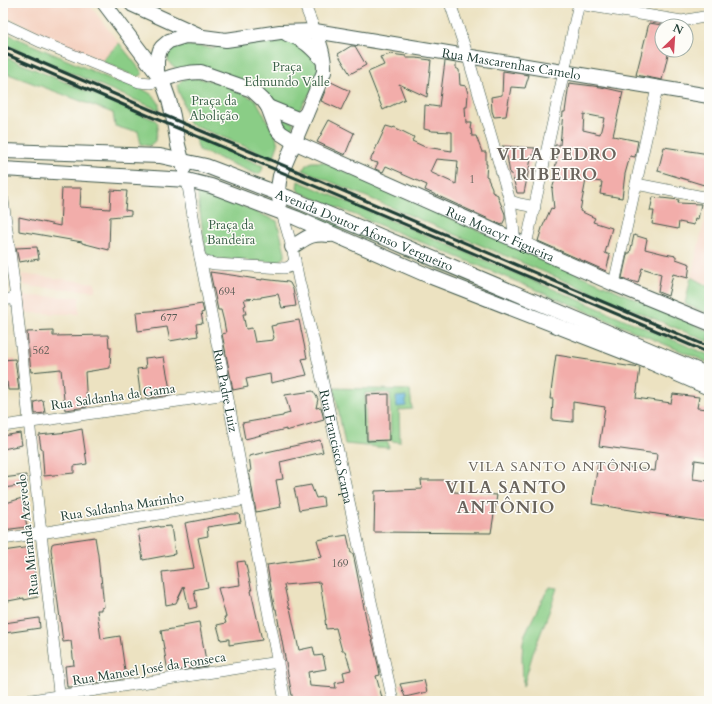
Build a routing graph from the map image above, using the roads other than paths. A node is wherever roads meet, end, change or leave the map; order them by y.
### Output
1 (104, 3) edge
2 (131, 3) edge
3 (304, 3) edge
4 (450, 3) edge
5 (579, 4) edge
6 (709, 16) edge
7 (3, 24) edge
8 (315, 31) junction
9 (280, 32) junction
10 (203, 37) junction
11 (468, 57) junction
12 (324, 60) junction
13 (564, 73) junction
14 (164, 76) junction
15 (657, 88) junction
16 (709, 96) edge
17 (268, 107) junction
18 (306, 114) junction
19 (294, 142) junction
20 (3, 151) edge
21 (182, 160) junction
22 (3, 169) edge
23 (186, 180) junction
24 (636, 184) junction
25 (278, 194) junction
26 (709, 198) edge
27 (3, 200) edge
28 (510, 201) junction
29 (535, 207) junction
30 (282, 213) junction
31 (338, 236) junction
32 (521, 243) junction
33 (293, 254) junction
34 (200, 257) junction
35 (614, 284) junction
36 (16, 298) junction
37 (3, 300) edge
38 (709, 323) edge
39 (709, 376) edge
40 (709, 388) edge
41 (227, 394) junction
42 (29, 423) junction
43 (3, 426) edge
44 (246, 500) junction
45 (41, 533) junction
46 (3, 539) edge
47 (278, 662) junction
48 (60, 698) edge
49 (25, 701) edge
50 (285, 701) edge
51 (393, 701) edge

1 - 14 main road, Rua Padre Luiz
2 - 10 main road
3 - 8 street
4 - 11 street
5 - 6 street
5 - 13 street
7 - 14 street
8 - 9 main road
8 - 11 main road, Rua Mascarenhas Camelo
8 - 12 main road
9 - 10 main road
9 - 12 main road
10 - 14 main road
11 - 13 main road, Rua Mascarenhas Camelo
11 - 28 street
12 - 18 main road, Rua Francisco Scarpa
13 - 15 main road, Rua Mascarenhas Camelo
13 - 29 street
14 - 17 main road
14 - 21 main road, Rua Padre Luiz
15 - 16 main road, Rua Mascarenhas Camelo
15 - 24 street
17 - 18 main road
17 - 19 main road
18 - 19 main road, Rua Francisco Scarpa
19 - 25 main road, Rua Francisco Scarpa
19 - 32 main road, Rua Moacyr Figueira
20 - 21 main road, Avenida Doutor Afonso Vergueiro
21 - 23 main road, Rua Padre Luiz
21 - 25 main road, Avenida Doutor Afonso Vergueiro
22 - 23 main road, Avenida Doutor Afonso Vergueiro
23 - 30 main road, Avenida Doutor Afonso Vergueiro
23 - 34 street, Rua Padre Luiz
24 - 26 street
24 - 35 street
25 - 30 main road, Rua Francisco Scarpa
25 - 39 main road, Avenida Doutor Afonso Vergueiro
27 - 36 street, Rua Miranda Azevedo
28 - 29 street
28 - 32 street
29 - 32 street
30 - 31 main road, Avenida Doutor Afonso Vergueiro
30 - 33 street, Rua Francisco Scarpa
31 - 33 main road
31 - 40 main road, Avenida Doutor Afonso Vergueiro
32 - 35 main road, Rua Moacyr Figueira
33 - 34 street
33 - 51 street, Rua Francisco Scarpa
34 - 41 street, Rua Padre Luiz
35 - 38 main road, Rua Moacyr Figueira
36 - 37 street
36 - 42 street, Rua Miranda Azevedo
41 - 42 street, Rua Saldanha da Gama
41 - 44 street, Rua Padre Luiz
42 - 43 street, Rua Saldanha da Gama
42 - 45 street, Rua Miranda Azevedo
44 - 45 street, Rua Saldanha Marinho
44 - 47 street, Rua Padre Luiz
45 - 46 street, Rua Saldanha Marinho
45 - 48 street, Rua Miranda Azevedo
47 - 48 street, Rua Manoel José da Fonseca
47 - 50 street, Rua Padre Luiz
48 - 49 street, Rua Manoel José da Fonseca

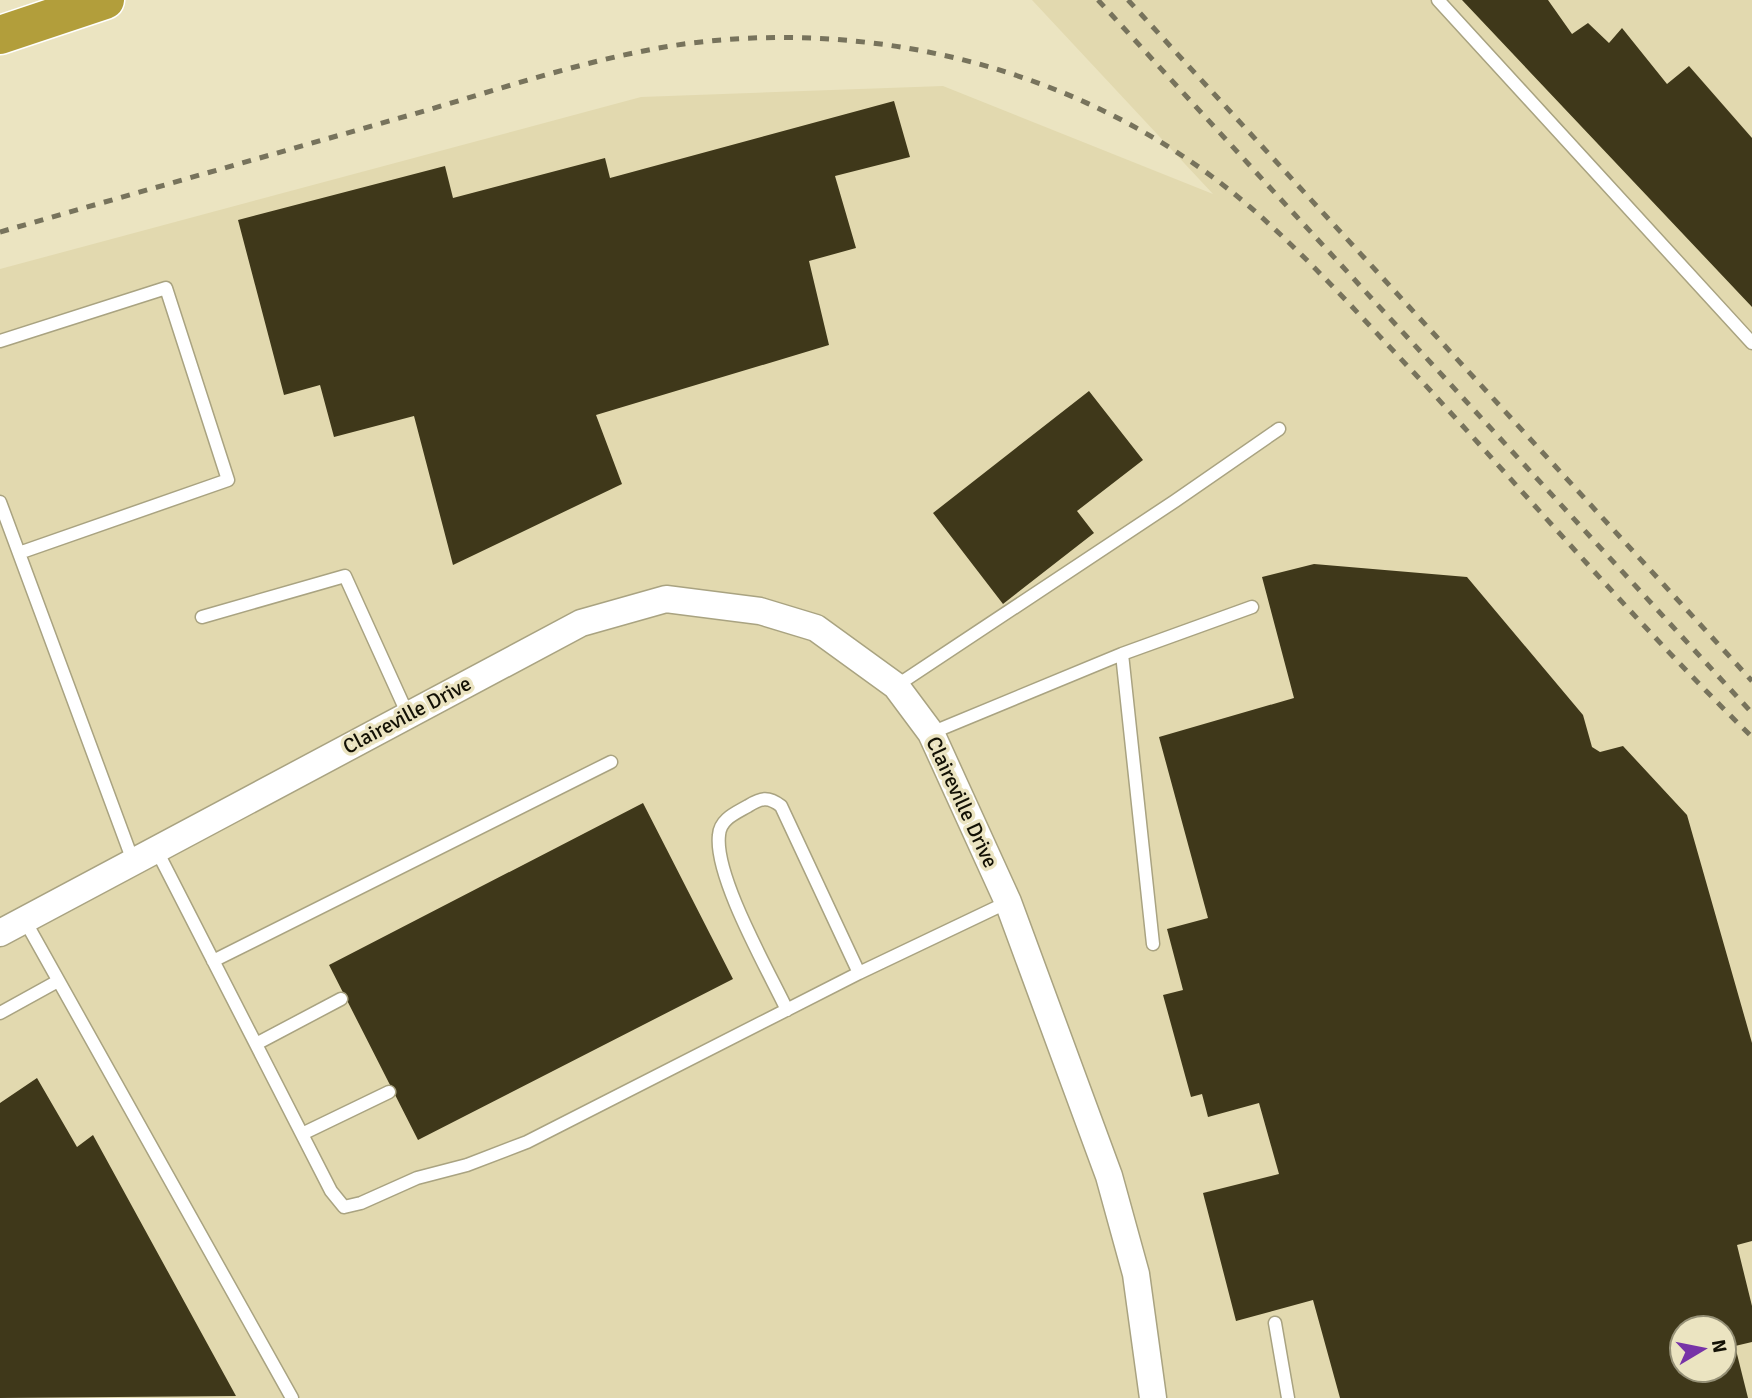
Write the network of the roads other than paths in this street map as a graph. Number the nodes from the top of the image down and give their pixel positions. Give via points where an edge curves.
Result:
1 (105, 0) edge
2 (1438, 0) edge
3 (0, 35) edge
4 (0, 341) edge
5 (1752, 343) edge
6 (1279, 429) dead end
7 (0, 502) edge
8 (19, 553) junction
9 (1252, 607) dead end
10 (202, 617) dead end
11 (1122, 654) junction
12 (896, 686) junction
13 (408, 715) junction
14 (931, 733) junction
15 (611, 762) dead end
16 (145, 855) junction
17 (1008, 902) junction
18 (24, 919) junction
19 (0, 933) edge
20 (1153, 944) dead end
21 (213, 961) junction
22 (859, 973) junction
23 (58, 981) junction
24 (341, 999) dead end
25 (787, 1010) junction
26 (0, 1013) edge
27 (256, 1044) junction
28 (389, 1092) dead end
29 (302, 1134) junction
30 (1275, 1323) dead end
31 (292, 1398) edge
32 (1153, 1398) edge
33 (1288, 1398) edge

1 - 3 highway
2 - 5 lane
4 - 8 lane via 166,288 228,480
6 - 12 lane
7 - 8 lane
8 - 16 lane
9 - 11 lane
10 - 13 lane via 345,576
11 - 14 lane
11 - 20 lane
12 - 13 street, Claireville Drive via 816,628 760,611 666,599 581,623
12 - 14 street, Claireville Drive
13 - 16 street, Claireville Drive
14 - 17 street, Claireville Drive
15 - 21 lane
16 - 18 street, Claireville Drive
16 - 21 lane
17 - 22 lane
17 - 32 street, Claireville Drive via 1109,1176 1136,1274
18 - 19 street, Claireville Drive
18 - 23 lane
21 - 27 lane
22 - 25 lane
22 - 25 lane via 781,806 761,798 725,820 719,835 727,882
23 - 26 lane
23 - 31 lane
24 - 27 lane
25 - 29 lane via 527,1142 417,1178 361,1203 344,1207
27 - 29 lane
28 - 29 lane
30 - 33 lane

- **Required work**: Apart from the images, retype the full material exactly as written.

- **Solution**:
Build a routing graph from the map image above, using the roads other than paths. A node is wherever roads meet, end, change or leave the map; order them by y.
### Output
1 (104, 3) edge
2 (131, 3) edge
3 (304, 3) edge
4 (450, 3) edge
5 (579, 4) edge
6 (709, 16) edge
7 (3, 24) edge
8 (315, 31) junction
9 (280, 32) junction
10 (203, 37) junction
11 (468, 57) junction
12 (324, 60) junction
13 (564, 73) junction
14 (164, 76) junction
15 (657, 88) junction
16 (709, 96) edge
17 (268, 107) junction
18 (306, 114) junction
19 (294, 142) junction
20 (3, 151) edge
21 (182, 160) junction
22 (3, 169) edge
23 (186, 180) junction
24 (636, 184) junction
25 (278, 194) junction
26 (709, 198) edge
27 (3, 200) edge
28 (510, 201) junction
29 (535, 207) junction
30 (282, 213) junction
31 (338, 236) junction
32 (521, 243) junction
33 (293, 254) junction
34 (200, 257) junction
35 (614, 284) junction
36 (16, 298) junction
37 (3, 300) edge
38 (709, 323) edge
39 (709, 376) edge
40 (709, 388) edge
41 (227, 394) junction
42 (29, 423) junction
43 (3, 426) edge
44 (246, 500) junction
45 (41, 533) junction
46 (3, 539) edge
47 (278, 662) junction
48 (60, 698) edge
49 (25, 701) edge
50 (285, 701) edge
51 (393, 701) edge

1 - 14 main road, Rua Padre Luiz
2 - 10 main road
3 - 8 street
4 - 11 street
5 - 6 street
5 - 13 street
7 - 14 street
8 - 9 main road
8 - 11 main road, Rua Mascarenhas Camelo
8 - 12 main road
9 - 10 main road
9 - 12 main road
10 - 14 main road
11 - 13 main road, Rua Mascarenhas Camelo
11 - 28 street
12 - 18 main road, Rua Francisco Scarpa
13 - 15 main road, Rua Mascarenhas Camelo
13 - 29 street
14 - 17 main road
14 - 21 main road, Rua Padre Luiz
15 - 16 main road, Rua Mascarenhas Camelo
15 - 24 street
17 - 18 main road
17 - 19 main road
18 - 19 main road, Rua Francisco Scarpa
19 - 25 main road, Rua Francisco Scarpa
19 - 32 main road, Rua Moacyr Figueira
20 - 21 main road, Avenida Doutor Afonso Vergueiro
21 - 23 main road, Rua Padre Luiz
21 - 25 main road, Avenida Doutor Afonso Vergueiro
22 - 23 main road, Avenida Doutor Afonso Vergueiro
23 - 30 main road, Avenida Doutor Afonso Vergueiro
23 - 34 street, Rua Padre Luiz
24 - 26 street
24 - 35 street
25 - 30 main road, Rua Francisco Scarpa
25 - 39 main road, Avenida Doutor Afonso Vergueiro
27 - 36 street, Rua Miranda Azevedo
28 - 29 street
28 - 32 street
29 - 32 street
30 - 31 main road, Avenida Doutor Afonso Vergueiro
30 - 33 street, Rua Francisco Scarpa
31 - 33 main road
31 - 40 main road, Avenida Doutor Afonso Vergueiro
32 - 35 main road, Rua Moacyr Figueira
33 - 34 street
33 - 51 street, Rua Francisco Scarpa
34 - 41 street, Rua Padre Luiz
35 - 38 main road, Rua Moacyr Figueira
36 - 37 street
36 - 42 street, Rua Miranda Azevedo
41 - 42 street, Rua Saldanha da Gama
41 - 44 street, Rua Padre Luiz
42 - 43 street, Rua Saldanha da Gama
42 - 45 street, Rua Miranda Azevedo
44 - 45 street, Rua Saldanha Marinho
44 - 47 street, Rua Padre Luiz
45 - 46 street, Rua Saldanha Marinho
45 - 48 street, Rua Miranda Azevedo
47 - 48 street, Rua Manoel José da Fonseca
47 - 50 street, Rua Padre Luiz
48 - 49 street, Rua Manoel José da Fonseca

Write the network of the roads other than paths in this street map as a graph. Number the nodes from the top of the image down and give their pixel positions. Give via points where an edge curves.
Result:
1 (105, 0) edge
2 (1438, 0) edge
3 (0, 35) edge
4 (0, 341) edge
5 (1752, 343) edge
6 (1279, 429) dead end
7 (0, 502) edge
8 (19, 553) junction
9 (1252, 607) dead end
10 (202, 617) dead end
11 (1122, 654) junction
12 (896, 686) junction
13 (408, 715) junction
14 (931, 733) junction
15 (611, 762) dead end
16 (145, 855) junction
17 (1008, 902) junction
18 (24, 919) junction
19 (0, 933) edge
20 (1153, 944) dead end
21 (213, 961) junction
22 (859, 973) junction
23 (58, 981) junction
24 (341, 999) dead end
25 (787, 1010) junction
26 (0, 1013) edge
27 (256, 1044) junction
28 (389, 1092) dead end
29 (302, 1134) junction
30 (1275, 1323) dead end
31 (292, 1398) edge
32 (1153, 1398) edge
33 (1288, 1398) edge

1 - 3 highway
2 - 5 lane
4 - 8 lane via 166,288 228,480
6 - 12 lane
7 - 8 lane
8 - 16 lane
9 - 11 lane
10 - 13 lane via 345,576
11 - 14 lane
11 - 20 lane
12 - 13 street, Claireville Drive via 816,628 760,611 666,599 581,623
12 - 14 street, Claireville Drive
13 - 16 street, Claireville Drive
14 - 17 street, Claireville Drive
15 - 21 lane
16 - 18 street, Claireville Drive
16 - 21 lane
17 - 22 lane
17 - 32 street, Claireville Drive via 1109,1176 1136,1274
18 - 19 street, Claireville Drive
18 - 23 lane
21 - 27 lane
22 - 25 lane
22 - 25 lane via 781,806 761,798 725,820 719,835 727,882
23 - 26 lane
23 - 31 lane
24 - 27 lane
25 - 29 lane via 527,1142 417,1178 361,1203 344,1207
27 - 29 lane
28 - 29 lane
30 - 33 lane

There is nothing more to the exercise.